[[ Material to process open ]]

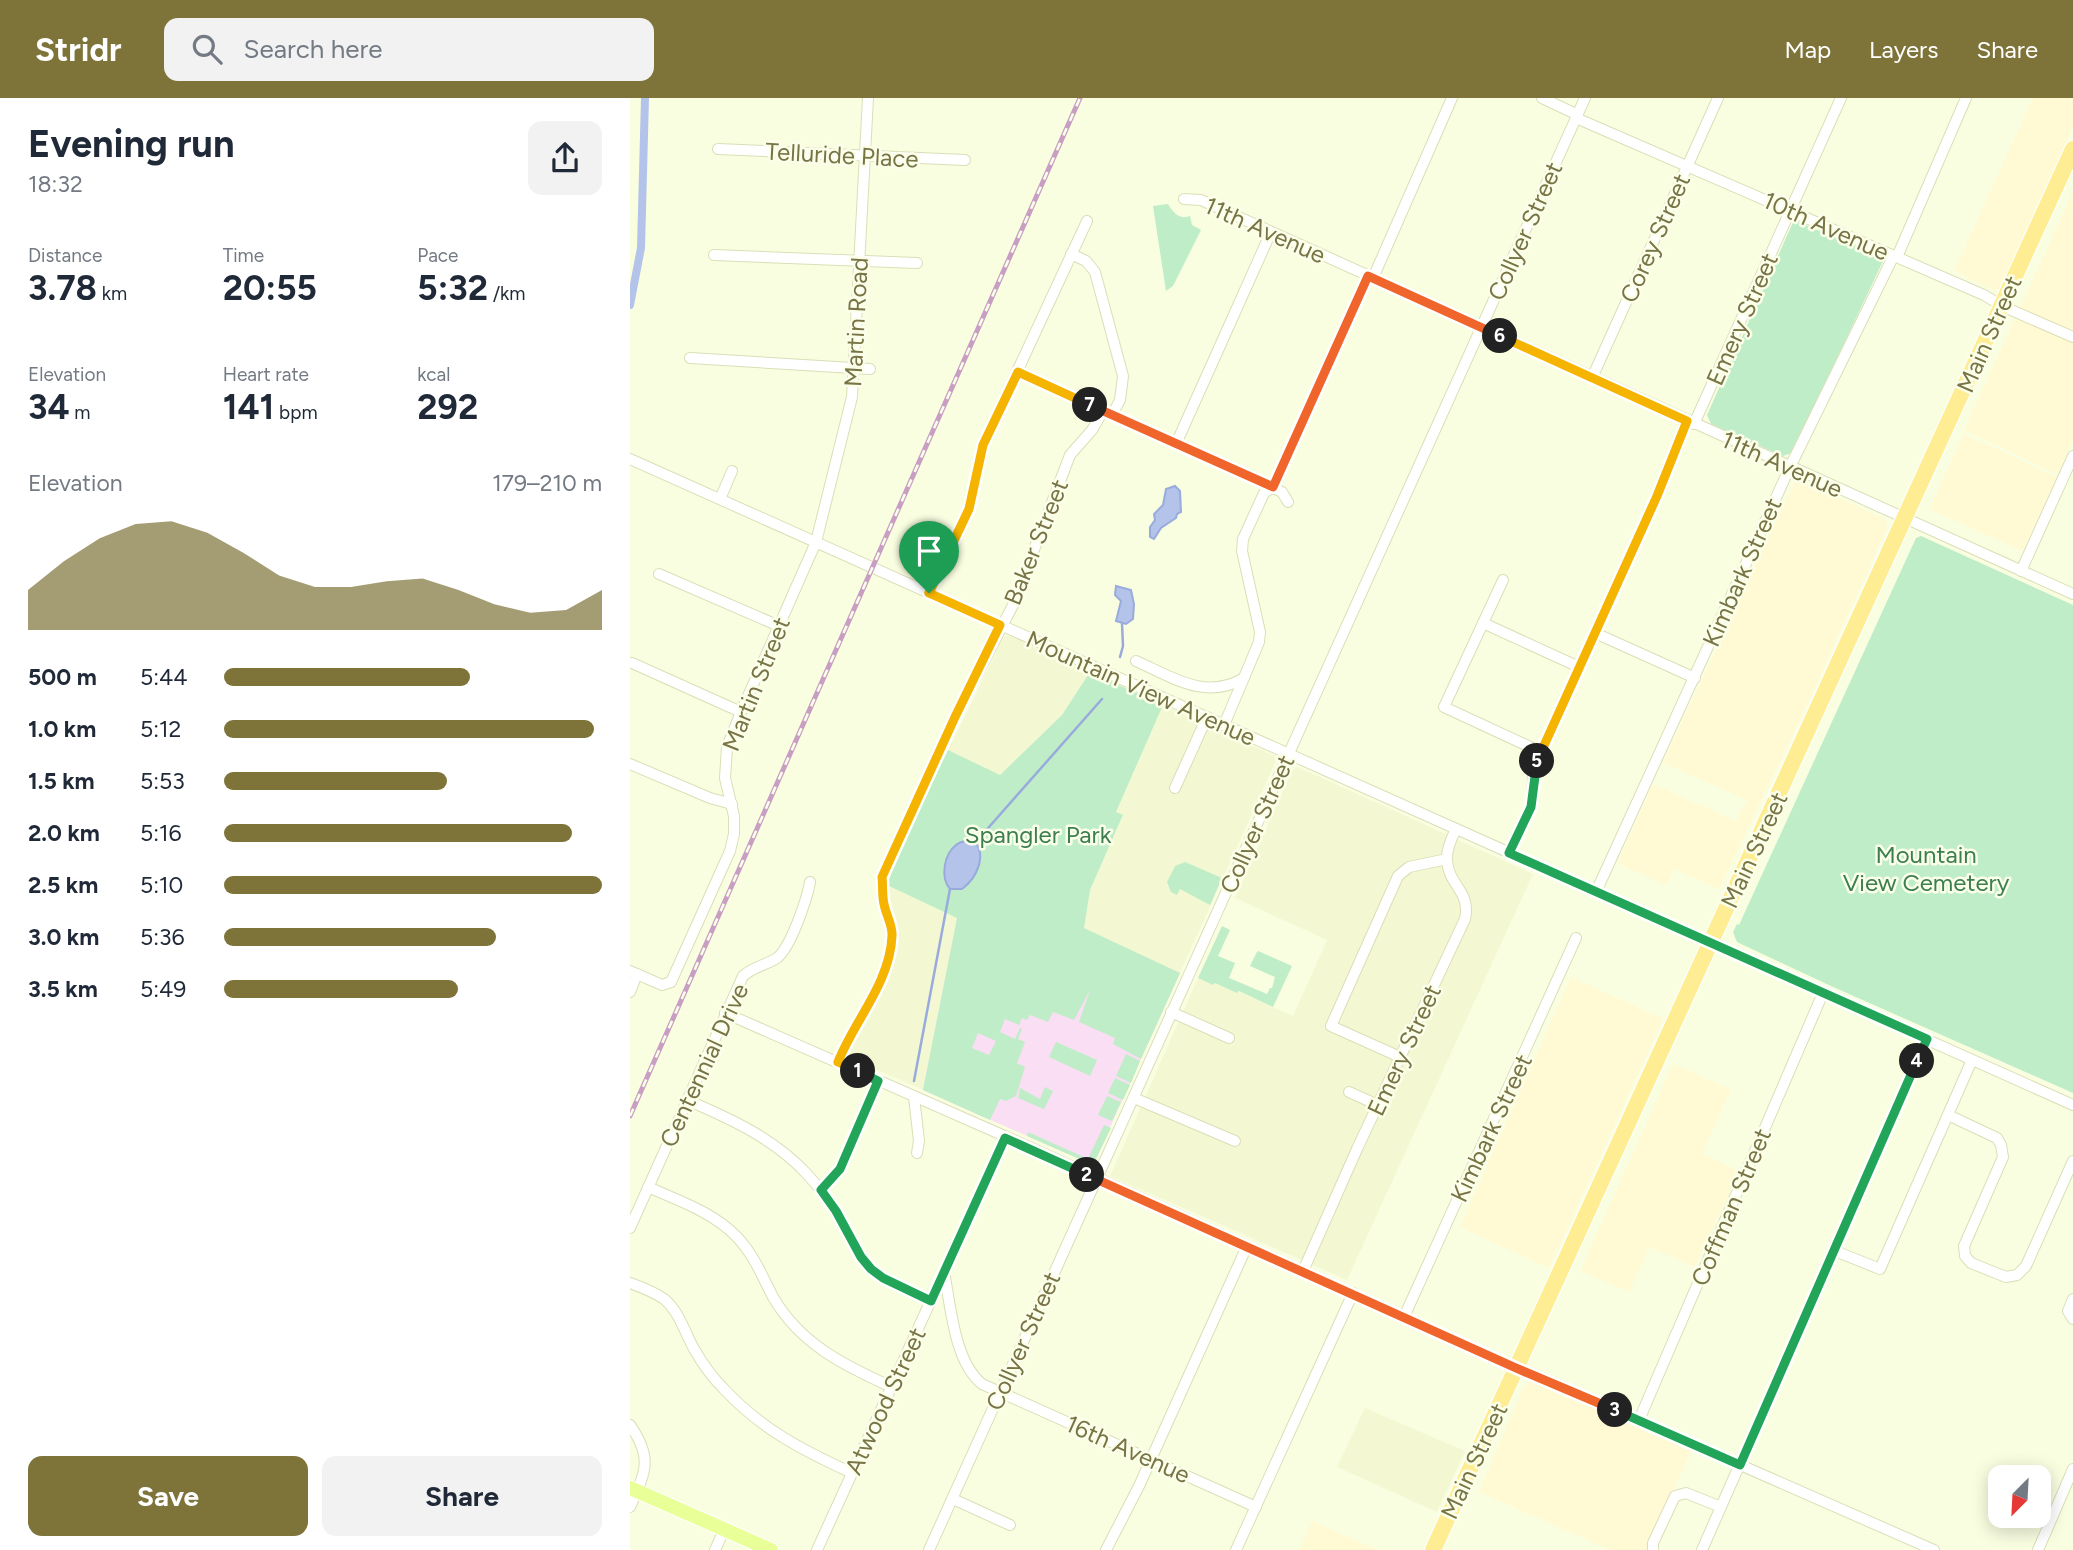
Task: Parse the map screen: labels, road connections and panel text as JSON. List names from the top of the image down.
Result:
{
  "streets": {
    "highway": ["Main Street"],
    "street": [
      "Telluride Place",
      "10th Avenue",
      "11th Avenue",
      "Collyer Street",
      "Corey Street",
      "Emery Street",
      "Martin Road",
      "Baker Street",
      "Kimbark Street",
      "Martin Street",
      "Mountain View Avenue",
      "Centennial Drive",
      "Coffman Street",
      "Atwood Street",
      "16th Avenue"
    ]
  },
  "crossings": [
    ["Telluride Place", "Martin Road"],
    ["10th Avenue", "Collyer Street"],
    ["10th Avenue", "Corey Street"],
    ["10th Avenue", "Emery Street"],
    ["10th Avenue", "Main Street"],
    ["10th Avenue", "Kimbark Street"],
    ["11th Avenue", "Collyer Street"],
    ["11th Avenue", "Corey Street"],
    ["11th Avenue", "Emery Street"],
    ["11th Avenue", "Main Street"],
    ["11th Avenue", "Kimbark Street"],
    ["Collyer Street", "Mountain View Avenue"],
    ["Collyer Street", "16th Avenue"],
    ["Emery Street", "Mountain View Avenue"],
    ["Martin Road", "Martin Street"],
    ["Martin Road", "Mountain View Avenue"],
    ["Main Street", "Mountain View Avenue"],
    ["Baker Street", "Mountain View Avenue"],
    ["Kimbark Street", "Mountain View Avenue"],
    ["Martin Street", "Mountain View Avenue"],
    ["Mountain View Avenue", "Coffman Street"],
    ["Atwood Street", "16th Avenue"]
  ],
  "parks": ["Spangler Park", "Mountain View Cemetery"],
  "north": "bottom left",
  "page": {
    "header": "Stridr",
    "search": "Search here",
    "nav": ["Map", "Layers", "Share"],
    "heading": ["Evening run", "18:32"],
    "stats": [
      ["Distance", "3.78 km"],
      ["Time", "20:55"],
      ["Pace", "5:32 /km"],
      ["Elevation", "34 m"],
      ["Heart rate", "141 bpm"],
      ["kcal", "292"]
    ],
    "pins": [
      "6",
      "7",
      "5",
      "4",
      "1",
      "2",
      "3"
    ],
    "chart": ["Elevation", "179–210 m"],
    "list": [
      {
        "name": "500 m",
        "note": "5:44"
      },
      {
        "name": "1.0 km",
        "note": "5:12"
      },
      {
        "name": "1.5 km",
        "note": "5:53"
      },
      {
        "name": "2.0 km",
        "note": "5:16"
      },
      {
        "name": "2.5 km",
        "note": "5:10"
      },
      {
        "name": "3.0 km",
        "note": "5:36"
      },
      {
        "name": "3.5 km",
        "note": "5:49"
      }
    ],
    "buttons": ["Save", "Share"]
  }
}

[[ Material to process closed ]]

What you need to do: Set the entries down again exactly. Do not include the images.

Answer to this exercise:
Task: Parse the map screen: labels, road connections and panel text as JSON. List names from the top of the image down.
Result:
{
  "streets": {
    "highway": ["Main Street"],
    "street": [
      "Telluride Place",
      "10th Avenue",
      "11th Avenue",
      "Collyer Street",
      "Corey Street",
      "Emery Street",
      "Martin Road",
      "Baker Street",
      "Kimbark Street",
      "Martin Street",
      "Mountain View Avenue",
      "Centennial Drive",
      "Coffman Street",
      "Atwood Street",
      "16th Avenue"
    ]
  },
  "crossings": [
    ["Telluride Place", "Martin Road"],
    ["10th Avenue", "Collyer Street"],
    ["10th Avenue", "Corey Street"],
    ["10th Avenue", "Emery Street"],
    ["10th Avenue", "Main Street"],
    ["10th Avenue", "Kimbark Street"],
    ["11th Avenue", "Collyer Street"],
    ["11th Avenue", "Corey Street"],
    ["11th Avenue", "Emery Street"],
    ["11th Avenue", "Main Street"],
    ["11th Avenue", "Kimbark Street"],
    ["Collyer Street", "Mountain View Avenue"],
    ["Collyer Street", "16th Avenue"],
    ["Emery Street", "Mountain View Avenue"],
    ["Martin Road", "Martin Street"],
    ["Martin Road", "Mountain View Avenue"],
    ["Main Street", "Mountain View Avenue"],
    ["Baker Street", "Mountain View Avenue"],
    ["Kimbark Street", "Mountain View Avenue"],
    ["Martin Street", "Mountain View Avenue"],
    ["Mountain View Avenue", "Coffman Street"],
    ["Atwood Street", "16th Avenue"]
  ],
  "parks": ["Spangler Park", "Mountain View Cemetery"],
  "north": "bottom left",
  "page": {
    "header": "Stridr",
    "search": "Search here",
    "nav": ["Map", "Layers", "Share"],
    "heading": ["Evening run", "18:32"],
    "stats": [
      ["Distance", "3.78 km"],
      ["Time", "20:55"],
      ["Pace", "5:32 /km"],
      ["Elevation", "34 m"],
      ["Heart rate", "141 bpm"],
      ["kcal", "292"]
    ],
    "pins": [
      "6",
      "7",
      "5",
      "4",
      "1",
      "2",
      "3"
    ],
    "chart": ["Elevation", "179–210 m"],
    "list": [
      {
        "name": "500 m",
        "note": "5:44"
      },
      {
        "name": "1.0 km",
        "note": "5:12"
      },
      {
        "name": "1.5 km",
        "note": "5:53"
      },
      {
        "name": "2.0 km",
        "note": "5:16"
      },
      {
        "name": "2.5 km",
        "note": "5:10"
      },
      {
        "name": "3.0 km",
        "note": "5:36"
      },
      {
        "name": "3.5 km",
        "note": "5:49"
      }
    ],
    "buttons": ["Save", "Share"]
  }
}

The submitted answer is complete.